Records |
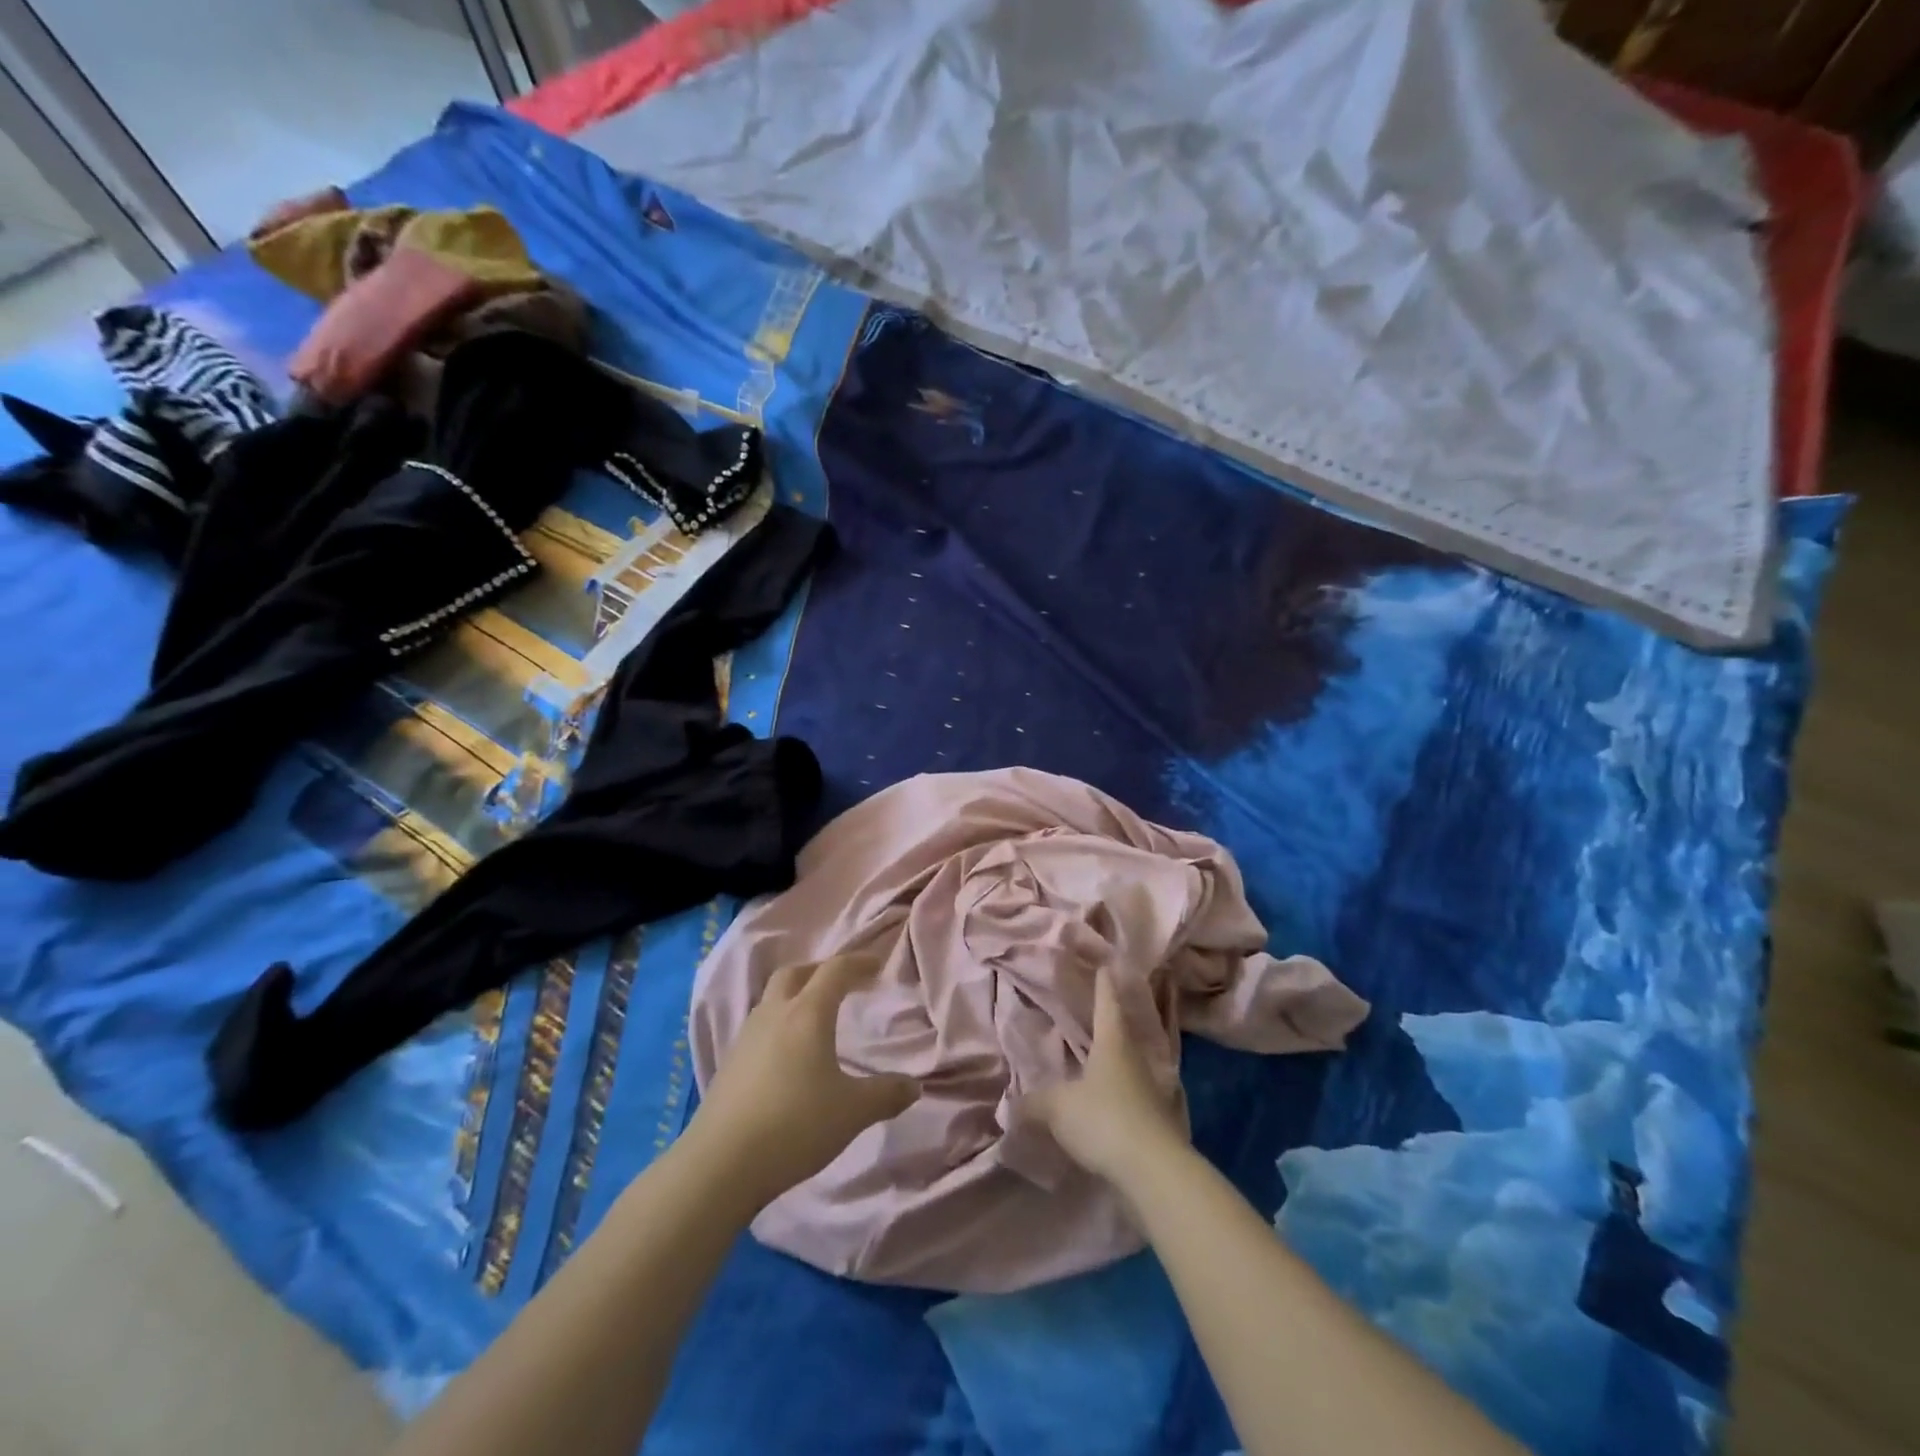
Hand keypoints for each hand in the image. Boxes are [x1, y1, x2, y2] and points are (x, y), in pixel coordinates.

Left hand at [685, 955, 919, 1209]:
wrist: (720, 1163)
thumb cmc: (795, 1125)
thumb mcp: (852, 1112)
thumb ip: (886, 1094)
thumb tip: (913, 1086)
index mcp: (808, 1013)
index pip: (835, 970)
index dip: (858, 963)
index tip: (877, 965)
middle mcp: (774, 1014)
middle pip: (796, 973)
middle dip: (821, 971)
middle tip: (842, 983)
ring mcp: (746, 1037)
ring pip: (772, 998)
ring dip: (796, 995)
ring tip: (815, 1017)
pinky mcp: (729, 1063)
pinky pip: (760, 1026)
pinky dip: (779, 1024)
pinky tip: (788, 1054)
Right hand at [1023, 970, 1189, 1185]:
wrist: (1153, 1171)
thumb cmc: (1103, 1119)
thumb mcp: (1058, 1108)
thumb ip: (1034, 1103)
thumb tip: (1010, 1104)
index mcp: (1112, 1043)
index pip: (1107, 1004)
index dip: (1103, 985)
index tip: (1105, 966)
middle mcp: (1135, 1059)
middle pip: (1122, 1032)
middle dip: (1110, 1021)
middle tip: (1097, 1009)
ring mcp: (1151, 1090)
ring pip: (1130, 1065)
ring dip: (1116, 1060)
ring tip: (1100, 1056)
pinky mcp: (1156, 1121)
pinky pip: (1133, 1096)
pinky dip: (1120, 1093)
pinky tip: (1108, 1101)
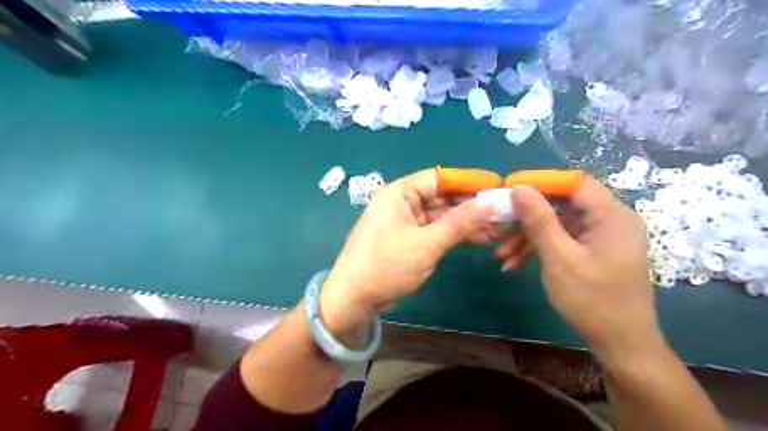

Aim of the task |
The required output is the lines from the one containing "index mcp: (1112, 1043)" through the end of the data, printed exactly, with no pictures.

Result of the task |
index mcp: (1112, 1043)
index pip: (1107, 1004)
index dip: (1103, 985)
index tip: (1105, 966)
middle mcp: (1135, 1059)
middle pip: (1122, 1032)
middle dip: (1110, 1021)
middle tip: (1097, 1009)
ring mcp: (1151, 1090)
ring pip: (1130, 1065)
ring dip: (1116, 1060)
ring tip: (1100, 1056)
pinky mcp: (1156, 1121)
pinky pip: (1133, 1096)
pinky dip: (1120, 1093)
pinky tip: (1108, 1101)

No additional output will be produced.